How has having a movie changed my life?

So this August, about five times in the same week, people in my neighborhood asked me, "So how's it going" as if asking about something specific. I answered, "It's tough with twins! I've cleaned up so much pee this week, but I think they're kind of getting it. Sort of."

I began to notice a slightly bewildered expression in response and it occurred to me that maybe "how's it going?" wasn't in reference to potty training my twins. The fifth time, the woman said, "No I meant the movie." You know, that movie that was made from my book that was currently in theaters. I know that should have been such a big deal that it was constantly in the forefront of my mind, but honestly, the potty training was so much huger in my life than the movie I was barely thinking about the latter.

Maybe that's disappointing. Maybe people would be happier if the truth was that my life was transformed and all was glamour and riches and excitement now.
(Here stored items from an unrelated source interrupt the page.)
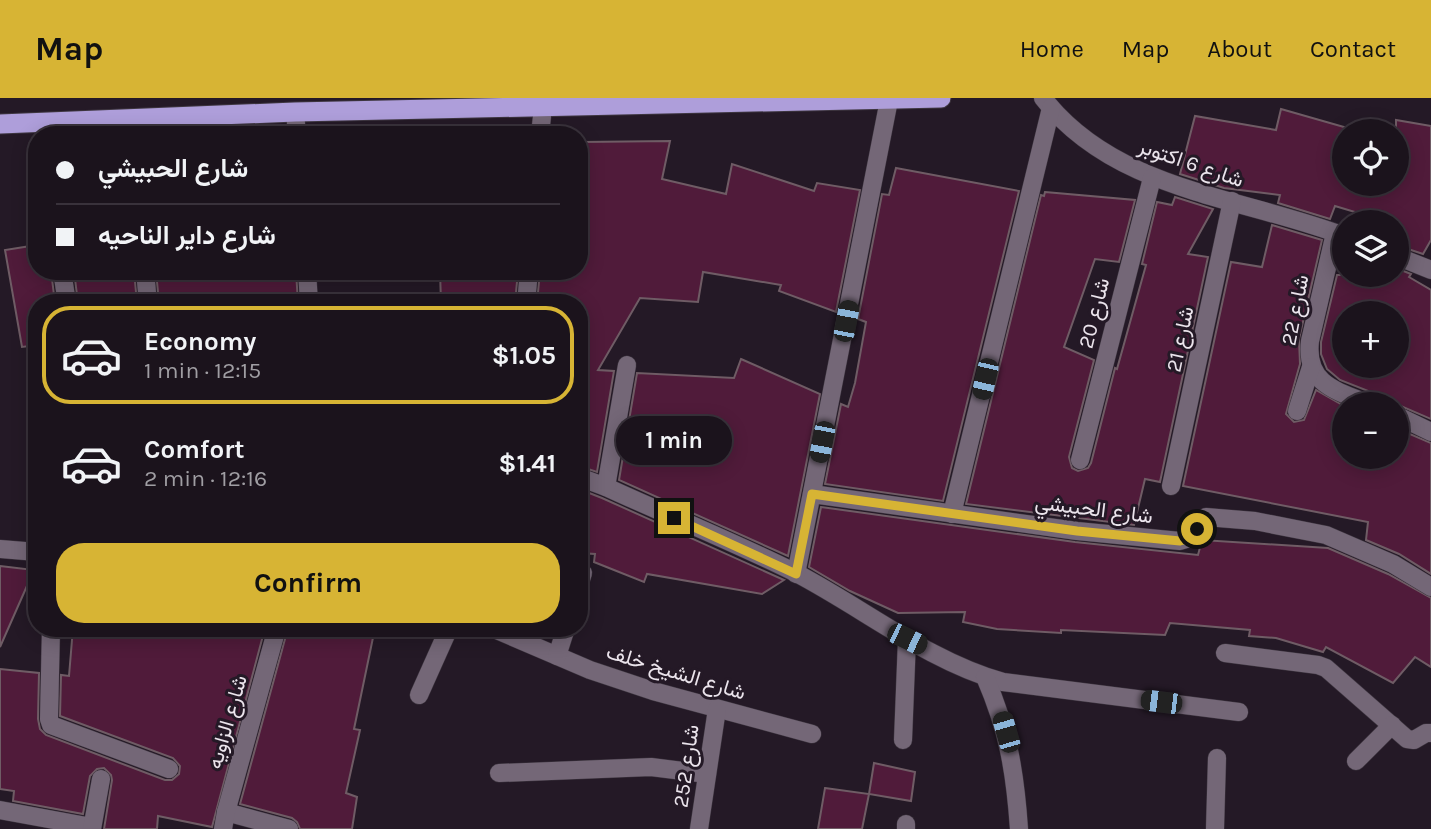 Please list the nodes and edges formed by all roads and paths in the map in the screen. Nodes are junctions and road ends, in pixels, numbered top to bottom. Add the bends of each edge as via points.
1 (941, 98) edge
2 (889, 100) junction
3 (1047, 103) edge
4 (542, 107) junction
5 (295, 112) junction
6 (0, 124) edge
7 (143, 126) edge
8 (296, 126) edge
9 (541, 126) edge
10 (28, 128) edge
11 (1152, 178) junction
12 (1232, 201) junction
13 (1332, 232) edge
14 (1332, 260) edge
15 (1409, 261) edge
16 (1431, 270) edge
17 (627, 365) dead end
18 (1311, 368) junction
19 (1344, 392) edge
20 (1297, 411) dead end
21 (1409, 421) edge
22 (1431, 432) edge
23 (1080, 460) dead end
24 (588, 480) edge
25 (1171, 486) dead end
26 (606, 487) junction
27 (812, 494) junction
28 (952, 514) junction
29 (0, 549) edge
30 (28, 551) edge
31 (796, 574) junction
32 (1431, 587) edge
33 (51, 637) edge
34 (275, 637) edge
35 (445, 637) edge
36 (513, 637) edge
37 (563, 637) edge
38 (907, 639) junction
39 (1225, 653) dead end
40 (557, 656) junction
41 (985, 677) junction
42 (419, 695) dead end
43 (717, 709) junction
44 (1239, 712) dead end
45 (1392, 726) junction
46 (1431, 733) edge
47 (811, 734) dead end
48 (903, 740) dead end
49 (1217, 758) dead end
50 (1356, 761) dead end
51 (169, 769) dead end
52 (499, 773) dead end
53 (707, 774) junction
54 (101, 779) dead end
55 (0, 810) edge
56 (225, 820) edge
57 (92, 828) edge
58 (289, 829) edge
59 (699, 829) edge
60 (1020, 829) edge
61 (1215, 829) edge

1 - 2 highway
2 - 4 highway
2 - 27 street
3 - 11 street, شارع 6 اكتوبر via 1107,156
3 - 28 street
4 - 5 highway
4 - 9 street
5 - 7 highway
5 - 8 street
6 - 10 highway
11 - 12 street, شارع 6 اكتوبر
11 - 23 street, شارع 20
12 - 13 street, شارع 6 اكتوبر
12 - 25 street, شارع 21
14 - 18 street, شارع 22 via 1310,341
15 - 16 street
17 - 26 street
18 - 19 street, شارع 22 via 1319,380
18 - 20 street
21 - 22 street
24 - 26 street
26 - 31 street
27 - 28 street, شارع الحبيشي
27 - 31 street
28 - 32 street, شارع الحبيشي via 1180,541 1190,538 1206,517 1255,521 1326,535 1393,564
29 - 30 street
31 - 38 street
33 - 51 street via 52,726
34 - 56 street, شارع الزاويه
35 - 42 street
36 - 40 street, شارع الشيخ خلف
37 - 40 street
38 - 41 street
38 - 48 street
39 - 45 street via 1326,668
40 - 43 street, شارع الشيخ خلف
41 - 44 street
41 - 60 street via 1011,751
43 - 47 street, شارع الشيخ خلف
43 - 53 street, شارع 252
45 - 46 street via 1410,740
45 - 50 street
49 - 61 street
52 - 53 street via 651,767
53 - 59 street, شارع 252
54 - 57 street
55 - 57 street
56 - 58 street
At a Q&A after one screening of Austenland, someone asked me, "How has having a movie made from your book changed your life?" And I couldn't think of any ways.

It's a legitimate question, and it reminded me that before all this, I would have assumed that such a thing would be life changing.
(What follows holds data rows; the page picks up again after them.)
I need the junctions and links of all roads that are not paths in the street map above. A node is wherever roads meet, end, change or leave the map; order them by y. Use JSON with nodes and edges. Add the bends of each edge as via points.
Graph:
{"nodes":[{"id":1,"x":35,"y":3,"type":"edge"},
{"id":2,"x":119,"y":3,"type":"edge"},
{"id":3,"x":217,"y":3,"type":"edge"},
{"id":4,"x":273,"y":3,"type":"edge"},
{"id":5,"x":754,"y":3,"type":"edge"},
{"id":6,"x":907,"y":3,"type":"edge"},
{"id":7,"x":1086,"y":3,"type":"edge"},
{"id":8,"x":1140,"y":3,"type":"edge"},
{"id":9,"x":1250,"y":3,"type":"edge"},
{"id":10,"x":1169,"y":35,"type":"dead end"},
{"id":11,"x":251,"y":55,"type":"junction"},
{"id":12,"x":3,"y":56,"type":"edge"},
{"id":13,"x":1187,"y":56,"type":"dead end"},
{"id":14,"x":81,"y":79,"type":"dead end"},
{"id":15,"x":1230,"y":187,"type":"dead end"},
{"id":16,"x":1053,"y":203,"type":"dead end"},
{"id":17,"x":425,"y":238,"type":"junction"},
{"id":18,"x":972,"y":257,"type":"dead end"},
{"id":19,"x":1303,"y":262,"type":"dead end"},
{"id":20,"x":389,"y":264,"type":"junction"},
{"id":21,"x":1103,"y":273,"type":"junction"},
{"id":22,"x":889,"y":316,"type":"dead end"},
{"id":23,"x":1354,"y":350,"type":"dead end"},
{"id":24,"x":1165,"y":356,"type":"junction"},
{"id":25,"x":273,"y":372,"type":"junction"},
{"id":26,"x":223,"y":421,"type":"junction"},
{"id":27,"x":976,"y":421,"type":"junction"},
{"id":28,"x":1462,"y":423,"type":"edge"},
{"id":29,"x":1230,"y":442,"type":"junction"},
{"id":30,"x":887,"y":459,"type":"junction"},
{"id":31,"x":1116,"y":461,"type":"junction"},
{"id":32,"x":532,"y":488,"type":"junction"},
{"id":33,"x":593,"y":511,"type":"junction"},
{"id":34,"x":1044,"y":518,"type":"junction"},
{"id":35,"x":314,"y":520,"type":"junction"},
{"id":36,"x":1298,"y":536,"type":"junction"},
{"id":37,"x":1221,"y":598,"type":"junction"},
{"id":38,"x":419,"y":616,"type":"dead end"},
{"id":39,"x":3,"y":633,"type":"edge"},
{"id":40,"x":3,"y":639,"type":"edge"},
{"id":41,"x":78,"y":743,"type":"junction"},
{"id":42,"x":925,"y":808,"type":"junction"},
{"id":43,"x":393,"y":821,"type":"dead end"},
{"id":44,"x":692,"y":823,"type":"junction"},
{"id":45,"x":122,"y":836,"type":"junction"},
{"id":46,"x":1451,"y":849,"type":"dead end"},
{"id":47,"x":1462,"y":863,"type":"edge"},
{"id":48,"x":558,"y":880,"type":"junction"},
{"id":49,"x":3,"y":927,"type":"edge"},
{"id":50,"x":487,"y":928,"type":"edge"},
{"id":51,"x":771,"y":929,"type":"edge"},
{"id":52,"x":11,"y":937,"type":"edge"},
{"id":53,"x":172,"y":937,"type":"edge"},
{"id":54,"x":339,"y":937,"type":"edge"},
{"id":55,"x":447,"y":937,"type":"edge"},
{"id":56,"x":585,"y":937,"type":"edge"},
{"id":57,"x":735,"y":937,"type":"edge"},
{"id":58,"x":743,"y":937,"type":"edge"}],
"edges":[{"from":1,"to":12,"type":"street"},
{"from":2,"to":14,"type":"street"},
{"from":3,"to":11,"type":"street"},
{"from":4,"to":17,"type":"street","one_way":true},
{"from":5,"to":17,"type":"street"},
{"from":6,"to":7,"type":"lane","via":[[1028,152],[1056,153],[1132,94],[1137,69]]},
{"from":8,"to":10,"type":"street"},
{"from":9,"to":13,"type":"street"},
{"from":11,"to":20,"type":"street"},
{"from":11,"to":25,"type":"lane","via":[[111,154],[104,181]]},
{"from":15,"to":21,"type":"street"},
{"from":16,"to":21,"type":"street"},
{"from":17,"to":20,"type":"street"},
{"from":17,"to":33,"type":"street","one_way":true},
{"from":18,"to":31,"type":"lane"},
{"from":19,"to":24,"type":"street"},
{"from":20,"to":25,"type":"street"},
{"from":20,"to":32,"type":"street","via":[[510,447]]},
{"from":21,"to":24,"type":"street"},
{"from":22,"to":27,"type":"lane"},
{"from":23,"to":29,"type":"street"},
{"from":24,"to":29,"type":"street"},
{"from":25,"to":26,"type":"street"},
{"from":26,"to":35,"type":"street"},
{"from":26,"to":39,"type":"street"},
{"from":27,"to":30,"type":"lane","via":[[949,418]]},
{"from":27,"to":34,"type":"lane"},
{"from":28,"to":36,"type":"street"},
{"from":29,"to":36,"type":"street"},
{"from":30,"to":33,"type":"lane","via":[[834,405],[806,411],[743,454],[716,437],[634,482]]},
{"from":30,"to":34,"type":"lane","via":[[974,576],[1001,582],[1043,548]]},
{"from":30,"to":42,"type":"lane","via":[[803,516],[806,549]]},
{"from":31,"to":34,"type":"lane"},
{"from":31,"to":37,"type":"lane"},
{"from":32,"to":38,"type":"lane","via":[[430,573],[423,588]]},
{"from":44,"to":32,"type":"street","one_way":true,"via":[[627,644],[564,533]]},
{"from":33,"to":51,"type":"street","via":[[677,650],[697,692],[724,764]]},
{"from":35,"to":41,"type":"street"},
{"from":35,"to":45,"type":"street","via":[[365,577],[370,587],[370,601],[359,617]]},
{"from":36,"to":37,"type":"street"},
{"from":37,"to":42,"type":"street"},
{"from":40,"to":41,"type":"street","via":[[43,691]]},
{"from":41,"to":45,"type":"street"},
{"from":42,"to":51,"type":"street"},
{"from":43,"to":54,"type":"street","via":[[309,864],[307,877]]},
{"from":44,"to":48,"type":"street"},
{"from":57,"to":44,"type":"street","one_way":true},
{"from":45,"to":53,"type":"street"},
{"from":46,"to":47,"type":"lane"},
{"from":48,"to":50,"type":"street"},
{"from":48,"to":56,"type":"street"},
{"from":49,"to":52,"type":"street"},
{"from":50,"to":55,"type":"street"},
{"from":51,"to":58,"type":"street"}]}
Things having a movie made from my book has not done:

Not made me rich
Not changed my career
Not changed my daily life
Not changed how the people in my life see or relate to me
Not changed how I write
Not opened doors to me that were previously closed

What has it changed? Well, it was an experience. I had a fantastic experience. And life is all about experiences. Living, seeing things, meeting people. That's cool. In the way that a great time at summer camp is cool. I got to co-write a script with Jerusha Hess, who has become a friend, and meet other cool people who are now friends, and friendship is something precious to me. I got to be on set and watch a movie get made. I got to attend screenings and hear people laugh and sigh at lines I wrote and characters I created. That was really, really amazing and something I will always treasure. But it hasn't changed my daily life. I'm still stressed about a writing deadline, I never seem to have enough time to clean my house and it gets dirty and cluttered again 10 minutes after I do clean it, my kids have struggles that I ache to see them go through, I don't workout enough/cook enough/clean enough, etc., it seems like someone in the family is always upset, and I'm constantly trying to find that writer/mother balance and do my best and not feel like I'm failing in everything. Normal life.

Please know I'm not complaining. I LOVE my life. As crazy and chaotic and unchanged as it is.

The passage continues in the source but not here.